(Work to complete) Take each line from the material below that includes the string "name" and copy it.

(Raw data)
--
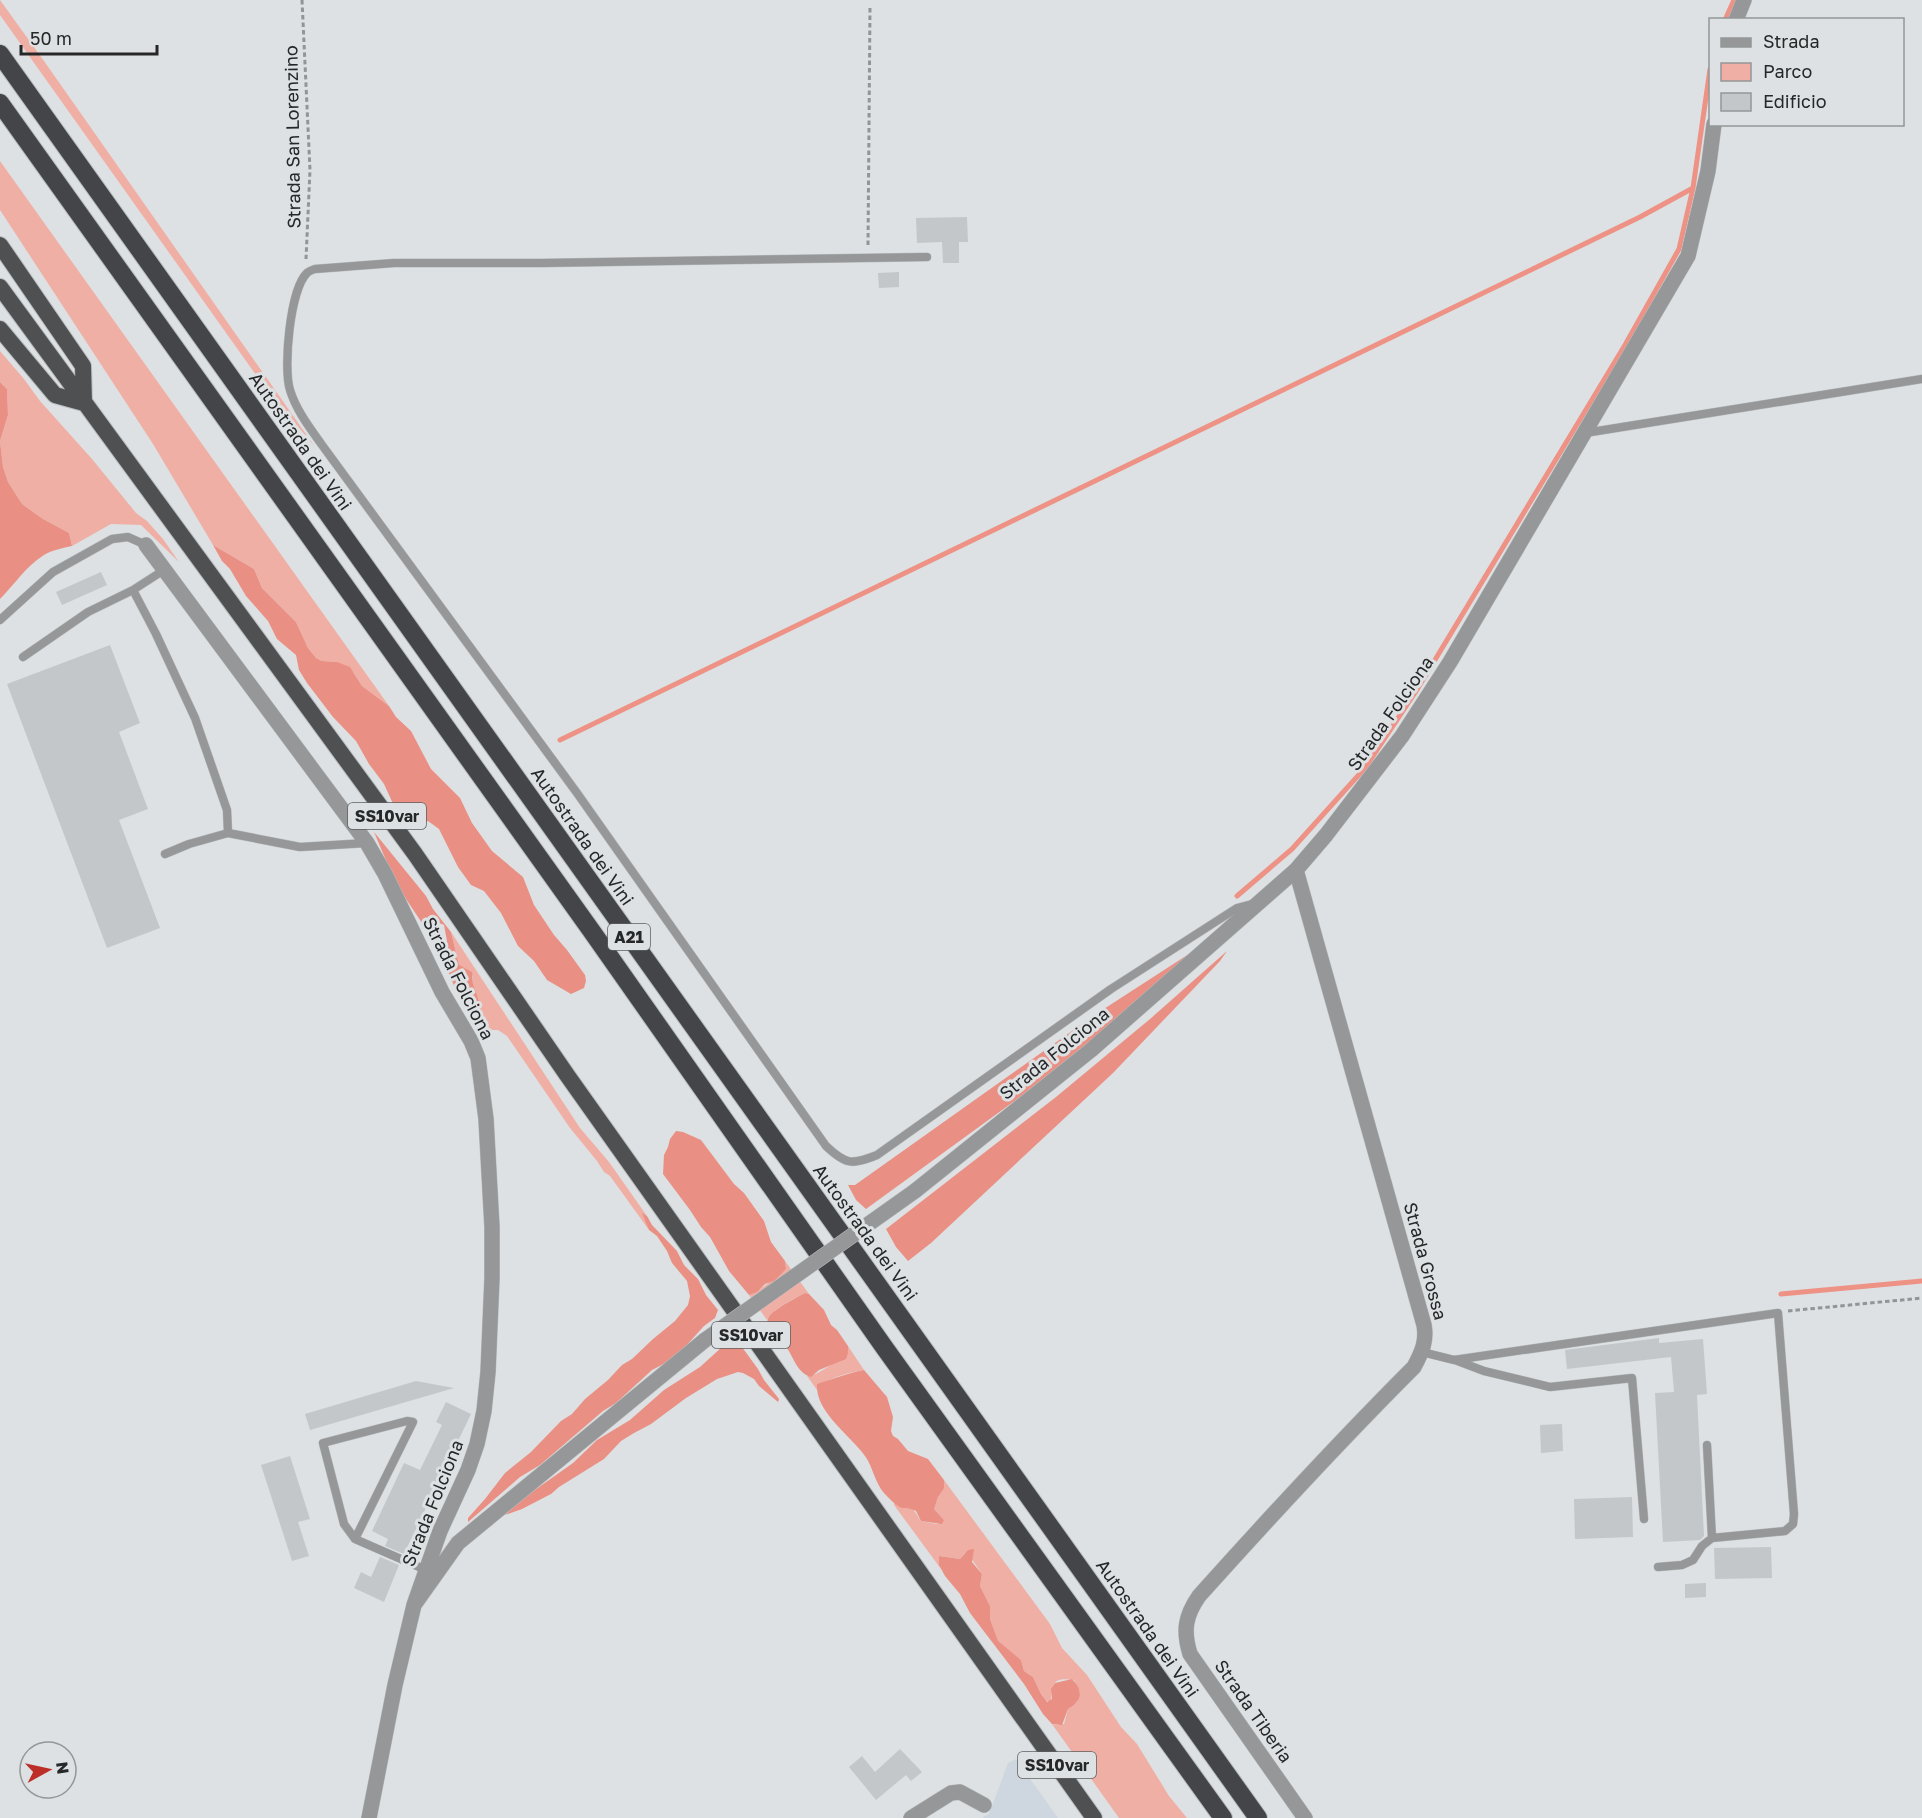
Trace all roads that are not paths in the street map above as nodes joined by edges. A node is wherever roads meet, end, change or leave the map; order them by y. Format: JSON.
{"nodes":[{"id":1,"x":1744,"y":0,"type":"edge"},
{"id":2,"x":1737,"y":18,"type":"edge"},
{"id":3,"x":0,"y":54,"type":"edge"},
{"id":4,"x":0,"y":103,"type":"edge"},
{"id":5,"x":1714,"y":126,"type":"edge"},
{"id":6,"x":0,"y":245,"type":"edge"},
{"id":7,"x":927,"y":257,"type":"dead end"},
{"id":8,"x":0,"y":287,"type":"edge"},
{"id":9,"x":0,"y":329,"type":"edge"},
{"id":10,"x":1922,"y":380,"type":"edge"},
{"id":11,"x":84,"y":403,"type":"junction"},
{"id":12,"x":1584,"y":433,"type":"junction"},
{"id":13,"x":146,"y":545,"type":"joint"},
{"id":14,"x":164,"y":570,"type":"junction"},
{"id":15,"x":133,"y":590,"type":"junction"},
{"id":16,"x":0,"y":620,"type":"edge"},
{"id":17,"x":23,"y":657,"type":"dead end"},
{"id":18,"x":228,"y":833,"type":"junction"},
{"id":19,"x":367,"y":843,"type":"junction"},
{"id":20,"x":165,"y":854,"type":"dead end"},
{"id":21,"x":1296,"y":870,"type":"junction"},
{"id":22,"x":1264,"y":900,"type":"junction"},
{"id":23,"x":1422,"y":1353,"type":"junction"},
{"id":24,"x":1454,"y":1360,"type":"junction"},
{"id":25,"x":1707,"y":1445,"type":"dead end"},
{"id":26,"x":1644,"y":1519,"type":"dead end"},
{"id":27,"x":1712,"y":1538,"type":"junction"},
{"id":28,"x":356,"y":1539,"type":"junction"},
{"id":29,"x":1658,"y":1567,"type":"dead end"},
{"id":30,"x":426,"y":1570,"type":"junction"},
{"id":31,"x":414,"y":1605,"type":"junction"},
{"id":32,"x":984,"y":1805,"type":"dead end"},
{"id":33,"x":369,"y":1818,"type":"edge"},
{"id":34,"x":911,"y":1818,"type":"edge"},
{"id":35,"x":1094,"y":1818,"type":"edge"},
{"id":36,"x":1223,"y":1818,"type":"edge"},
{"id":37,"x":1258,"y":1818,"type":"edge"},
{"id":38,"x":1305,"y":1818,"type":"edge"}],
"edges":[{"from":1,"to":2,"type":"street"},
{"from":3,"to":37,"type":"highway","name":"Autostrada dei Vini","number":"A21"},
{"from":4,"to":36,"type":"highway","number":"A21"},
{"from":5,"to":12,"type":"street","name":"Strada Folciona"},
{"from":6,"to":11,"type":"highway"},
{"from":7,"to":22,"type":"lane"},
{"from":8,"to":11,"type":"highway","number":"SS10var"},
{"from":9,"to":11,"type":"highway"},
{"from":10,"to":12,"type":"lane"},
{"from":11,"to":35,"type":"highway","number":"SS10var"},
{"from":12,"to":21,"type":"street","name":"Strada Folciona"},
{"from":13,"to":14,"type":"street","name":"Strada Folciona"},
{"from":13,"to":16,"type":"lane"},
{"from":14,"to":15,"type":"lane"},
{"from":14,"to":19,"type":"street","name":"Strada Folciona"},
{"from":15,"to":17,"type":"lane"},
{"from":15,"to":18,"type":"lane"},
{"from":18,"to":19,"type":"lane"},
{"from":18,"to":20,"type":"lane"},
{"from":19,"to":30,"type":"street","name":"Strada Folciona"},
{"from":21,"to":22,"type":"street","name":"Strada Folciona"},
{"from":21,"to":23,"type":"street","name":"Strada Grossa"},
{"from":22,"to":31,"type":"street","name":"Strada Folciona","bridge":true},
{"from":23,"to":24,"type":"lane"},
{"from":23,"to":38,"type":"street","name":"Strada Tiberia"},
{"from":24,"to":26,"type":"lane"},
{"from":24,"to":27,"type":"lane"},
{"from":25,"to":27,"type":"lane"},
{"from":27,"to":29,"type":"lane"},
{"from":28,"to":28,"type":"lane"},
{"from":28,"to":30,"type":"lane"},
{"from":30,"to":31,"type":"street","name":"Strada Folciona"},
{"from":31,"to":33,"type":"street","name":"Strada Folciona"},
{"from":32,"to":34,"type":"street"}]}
--
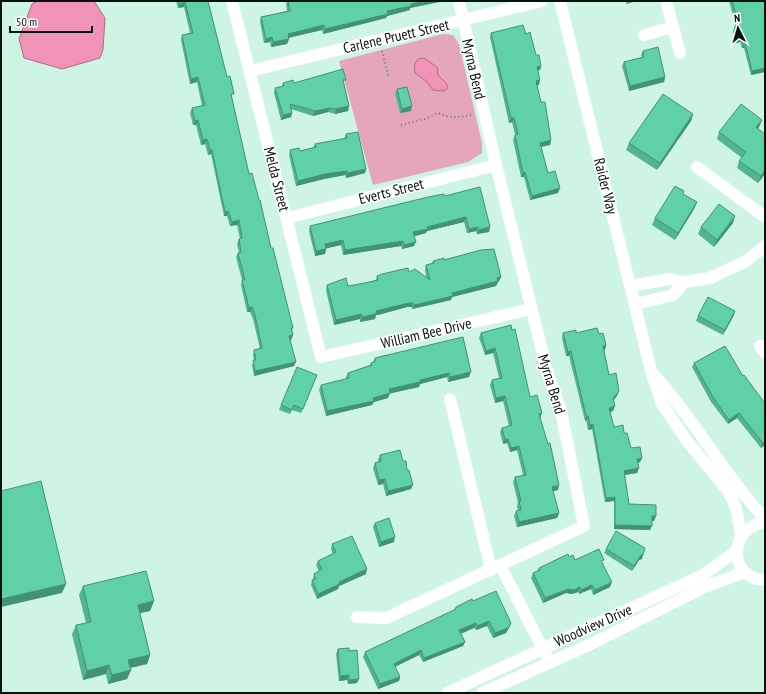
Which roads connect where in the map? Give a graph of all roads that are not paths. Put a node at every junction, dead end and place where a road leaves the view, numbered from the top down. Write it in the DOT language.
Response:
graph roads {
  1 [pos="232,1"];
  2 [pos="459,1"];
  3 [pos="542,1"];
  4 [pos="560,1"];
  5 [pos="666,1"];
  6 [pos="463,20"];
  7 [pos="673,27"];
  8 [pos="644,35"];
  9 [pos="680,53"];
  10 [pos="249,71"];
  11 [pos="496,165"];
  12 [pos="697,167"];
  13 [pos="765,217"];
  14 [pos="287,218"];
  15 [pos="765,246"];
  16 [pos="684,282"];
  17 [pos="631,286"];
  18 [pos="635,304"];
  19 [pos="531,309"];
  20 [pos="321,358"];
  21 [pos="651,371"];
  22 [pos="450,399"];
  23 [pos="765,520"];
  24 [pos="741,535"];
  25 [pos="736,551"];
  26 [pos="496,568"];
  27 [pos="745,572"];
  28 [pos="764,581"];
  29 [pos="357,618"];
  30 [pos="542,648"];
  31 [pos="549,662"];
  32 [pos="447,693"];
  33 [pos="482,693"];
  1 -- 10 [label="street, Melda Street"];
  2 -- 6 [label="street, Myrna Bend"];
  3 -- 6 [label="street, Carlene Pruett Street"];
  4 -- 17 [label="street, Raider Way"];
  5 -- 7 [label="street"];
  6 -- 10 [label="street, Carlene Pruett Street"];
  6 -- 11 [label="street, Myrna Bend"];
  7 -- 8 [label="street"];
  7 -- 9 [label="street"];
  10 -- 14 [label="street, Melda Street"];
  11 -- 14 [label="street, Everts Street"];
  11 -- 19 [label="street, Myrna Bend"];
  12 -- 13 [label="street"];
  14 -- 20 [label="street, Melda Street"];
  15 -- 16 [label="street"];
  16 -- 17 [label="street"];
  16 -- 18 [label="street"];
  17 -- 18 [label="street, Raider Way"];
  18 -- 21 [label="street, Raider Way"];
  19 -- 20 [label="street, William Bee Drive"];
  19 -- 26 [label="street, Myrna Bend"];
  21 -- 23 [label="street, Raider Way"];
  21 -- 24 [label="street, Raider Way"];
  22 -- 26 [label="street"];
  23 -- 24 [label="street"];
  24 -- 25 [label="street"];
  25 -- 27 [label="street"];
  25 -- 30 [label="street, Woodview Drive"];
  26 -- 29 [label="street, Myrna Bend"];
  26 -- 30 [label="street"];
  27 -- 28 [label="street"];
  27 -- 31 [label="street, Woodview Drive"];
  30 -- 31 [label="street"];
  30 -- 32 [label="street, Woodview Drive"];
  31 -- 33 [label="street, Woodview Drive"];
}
--
(Written answer)
{"from":3,"to":37,"type":"highway","name":"Autostrada dei Vini","number":"A21"},
{"from":5,"to":12,"type":"street","name":"Strada Folciona"},
{"from":12,"to":21,"type":"street","name":"Strada Folciona"},
{"from":13,"to":14,"type":"street","name":"Strada Folciona"},
{"from":14,"to":19,"type":"street","name":"Strada Folciona"},
{"from":19,"to":30,"type":"street","name":"Strada Folciona"},
{"from":21,"to":22,"type":"street","name":"Strada Folciona"},
{"from":21,"to":23,"type":"street","name":"Strada Grossa"},
{"from":22,"to":31,"type":"street","name":"Strada Folciona","bridge":true},
{"from":23,"to":38,"type":"street","name":"Strada Tiberia"},
{"from":30,"to":31,"type":"street","name":"Strada Folciona"},
{"from":31,"to":33,"type":"street","name":"Strada Folciona"},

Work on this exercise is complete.